In the past several years the federal prison population has declined from a high of about 220,000 in 2013 to 190,000 today. This reduction was achieved through several policy initiatives. Congress adopted the Fair Sentencing Act in 2010, which reduced the sentencing disparity between crack cocaine and powder cocaine and resulted in shorter prison terms for thousands. The U.S. Sentencing Commission enacted reforms to its drug offense guidelines, and applied them retroactively, so that nearly 30,000 individuals will benefit from an average two-year reduction in their prison terms. And the Holder memorandum contributed to a reduced focus on lower-level drug cases and a shift toward more serious drug cases involving weapons.
The Obama administration’s Smart on Crime initiative was premised on evidence collected since the advent of the War on Drugs examining drug markets, penalty structures and racial disparity leading to a conclusion that most mandatory minimum sentences applied to federal drug crimes were disproportionate. The average defendants facing lengthy terms were not the “kingpins” of the drug trade, but rather street-corner sellers and couriers in the lower levels of drug organizations. Consequently, Holder directed federal prosecutors to avoid bringing charges that would trigger 5, 10, and even 20-year prison terms in cases where defendants had minimal criminal records.

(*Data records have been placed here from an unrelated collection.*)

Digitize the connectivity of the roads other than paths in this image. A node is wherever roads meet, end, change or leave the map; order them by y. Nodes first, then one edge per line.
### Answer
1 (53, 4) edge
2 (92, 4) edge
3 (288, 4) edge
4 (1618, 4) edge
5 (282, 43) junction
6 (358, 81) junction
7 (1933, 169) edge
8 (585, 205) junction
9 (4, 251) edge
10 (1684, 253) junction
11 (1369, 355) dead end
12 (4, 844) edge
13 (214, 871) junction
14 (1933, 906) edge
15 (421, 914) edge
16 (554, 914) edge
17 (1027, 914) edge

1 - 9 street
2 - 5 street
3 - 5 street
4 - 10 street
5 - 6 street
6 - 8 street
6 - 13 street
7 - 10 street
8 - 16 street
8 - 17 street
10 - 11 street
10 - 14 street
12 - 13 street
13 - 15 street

The new Sessions directive is based on three familiar but faulty assumptions: (1) that tougher sentences will deter crime; (2) that the rise in homicides in recent years has been due to prison releases; and (3), that charging the most serious offense is “moral and just, and produces consistency.”
Research over many decades has concluded that deterrence is primarily a function of the certainty of punishment, not its severity. If we can increase the odds of apprehension then some people will refrain from crime. Merely extending the length of already severe sentences does little to deter crime. Most people contemplating criminal behavior are not thinking they will be caught, and so are not focused on the scale of punishment and are unfamiliar with statutory penalty structures anyway. Further, if harsh sentencing were the way to produce public safety we should be the safest nation on earth since we lead the world in the use of incarceration. Sadly, that’s not the case.

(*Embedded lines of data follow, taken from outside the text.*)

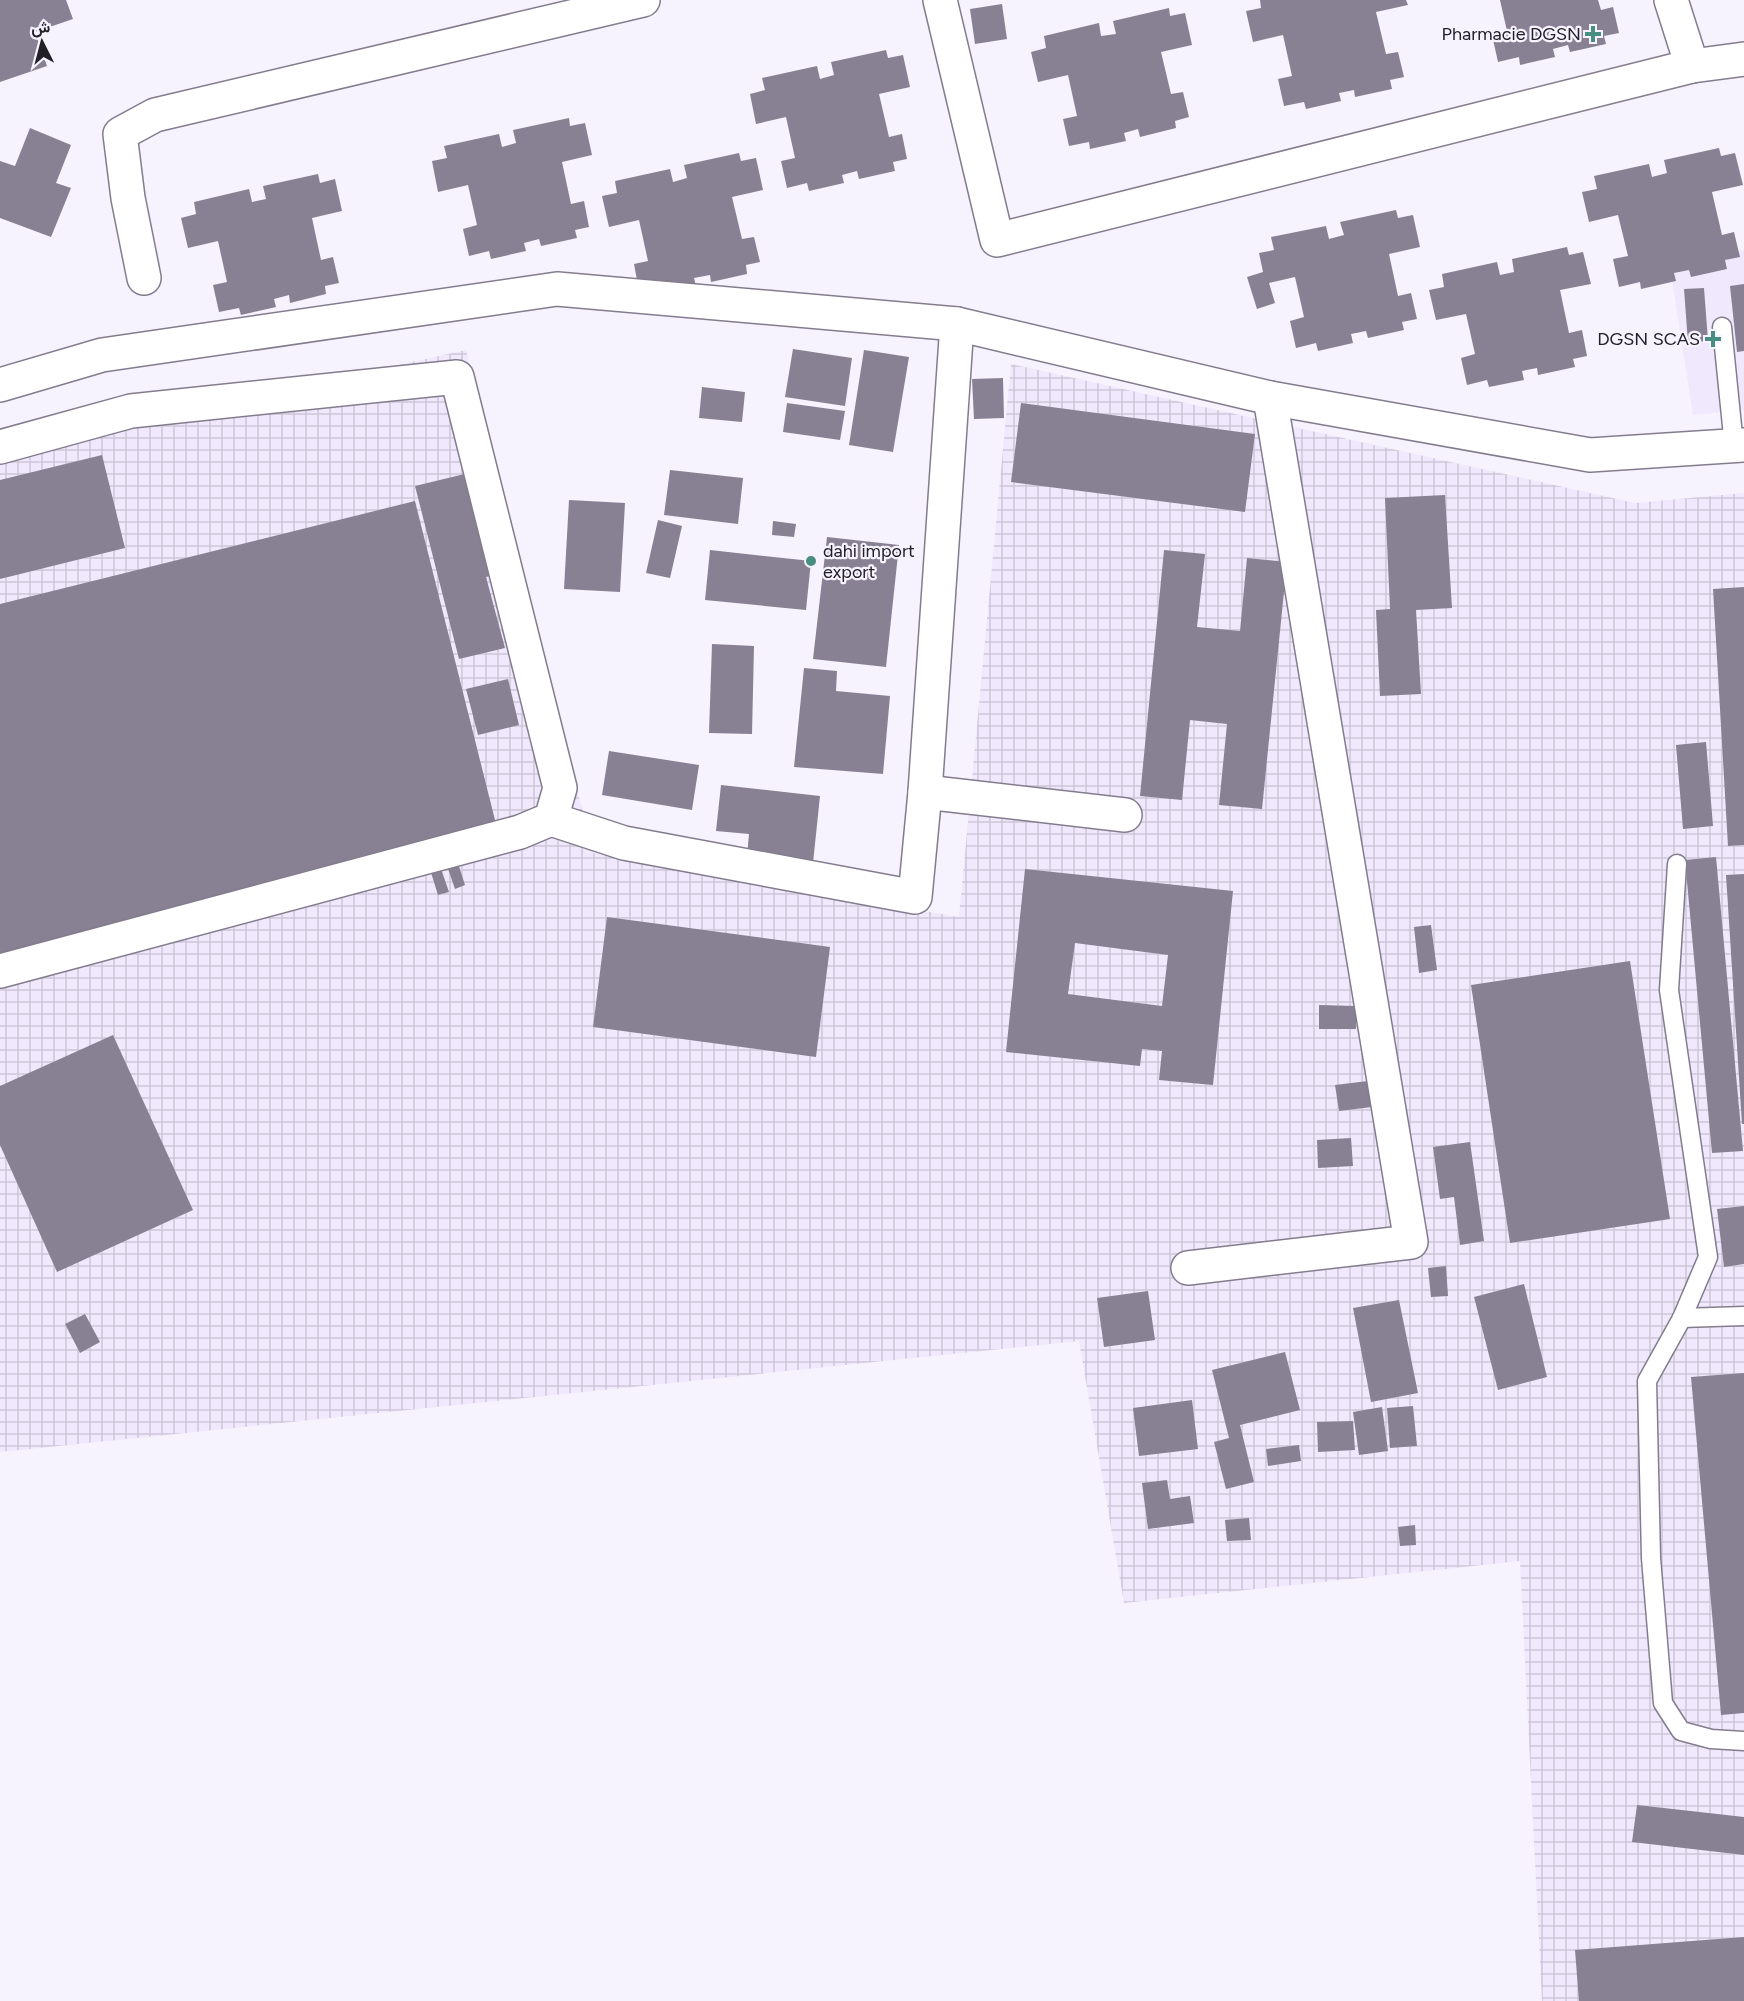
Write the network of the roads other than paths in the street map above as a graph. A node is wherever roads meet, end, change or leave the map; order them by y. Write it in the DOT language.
graph roads {
  1 [pos="643,0"];
  2 [pos="940,0"];
  3 [pos="1671,0"];
  4 [pos="1744,60"];
  5 [pos="1692,66"];
  6 [pos="144,278"];
  7 [pos="957,324"];
  8 [pos="1722,327"];
  9 [pos="0,385"];
  10 [pos="1270,398"];
  11 [pos="1739,445"];
  12 [pos="0,447"];
  13 [pos="925,792"];
  14 [pos="1125,815"];
  15 [pos="551,819"];
  16 [pos="1677,864"];
  17 [pos="0,971"];
  18 [pos="1188,1268"];
  19 [pos="1744,1316"];
  20 [pos="1682,1318"];
  21 [pos="1744,1741"];
  1 -- 6 [label="street"];
  2 -- 5 [label="street"];
  3 -- 5 [label="street"];
  4 -- 5 [label="street"];
  7 -- 9 [label="street"];
  7 -- 10 [label="street"];
  7 -- 13 [label="street"];
  8 -- 11 [label="lane"];
  10 -- 11 [label="street"];
  10 -- 18 [label="street"];
  12 -- 15 [label="street"];
  13 -- 14 [label="street"];
  13 -- 15 [label="street"];
  15 -- 17 [label="street"];
  16 -- 20 [label="lane"];
  19 -- 20 [label="lane"];
  20 -- 21 [label="lane"];
}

Sessions and some of his DOJ colleagues point to the rise in homicides in Chicago and a few other cities in the past couple of years and conclude that federal prison population reductions have brought about this new uptick in crime. But since the federal prison system only houses about 13 percent of the nation’s prison population it’s difficult to see how it could have a major impact on overall crime. Further, murder rates in Chicago are certainly troubling, but many other large cities have maintained relatively stable rates. Crime trends are best understood by examining variations in local conditions. These include factors such as local policing strategies, rates of concentrated poverty, access to employment and education, and the availability of illegal firearms. Federal sentencing policy has little direct connection with these factors.
Finally, Attorney General Sessions states that his policy is designed to promote fairness and consistency. We should all support fairness, of course, but the new policy overlooks the driving forces that have produced unfairness. In the name of placing a premium on uniformity the rigid policy directive fails to recognize that no two people and offenses are exactly alike.
Consider two individuals who have been convicted of mid-level drug sales. One is part of a drug distribution network and makes his living selling drugs. The other is addicted to narcotics and is using the drug proceeds to feed her habit. Consistency might mean that they should both receive the same sentence, but would that be fair or just? Federal judges are more than capable of balancing the goal of public safety with a concern for individualized justice.
The “one size fits all” policy being implemented by Sessions fails to recognize that public safety resources are finite and should be used wisely. It also is based on an assumption that a measure of justice is the length of prison terms. His crime and justice philosophy contradicts research and the growing number of prosecutors around the country who view their role as seeking justice, not punitiveness. The attorney general would do well to reconsider this new initiative and engage in a broader conversation about how to meet the linked goals of public safety and justice.
Marc Mauer and Kara Gotsch are, respectively, executive director and director of Strategic Initiatives of The Sentencing Project, a research and advocacy organization based in Washington, D.C.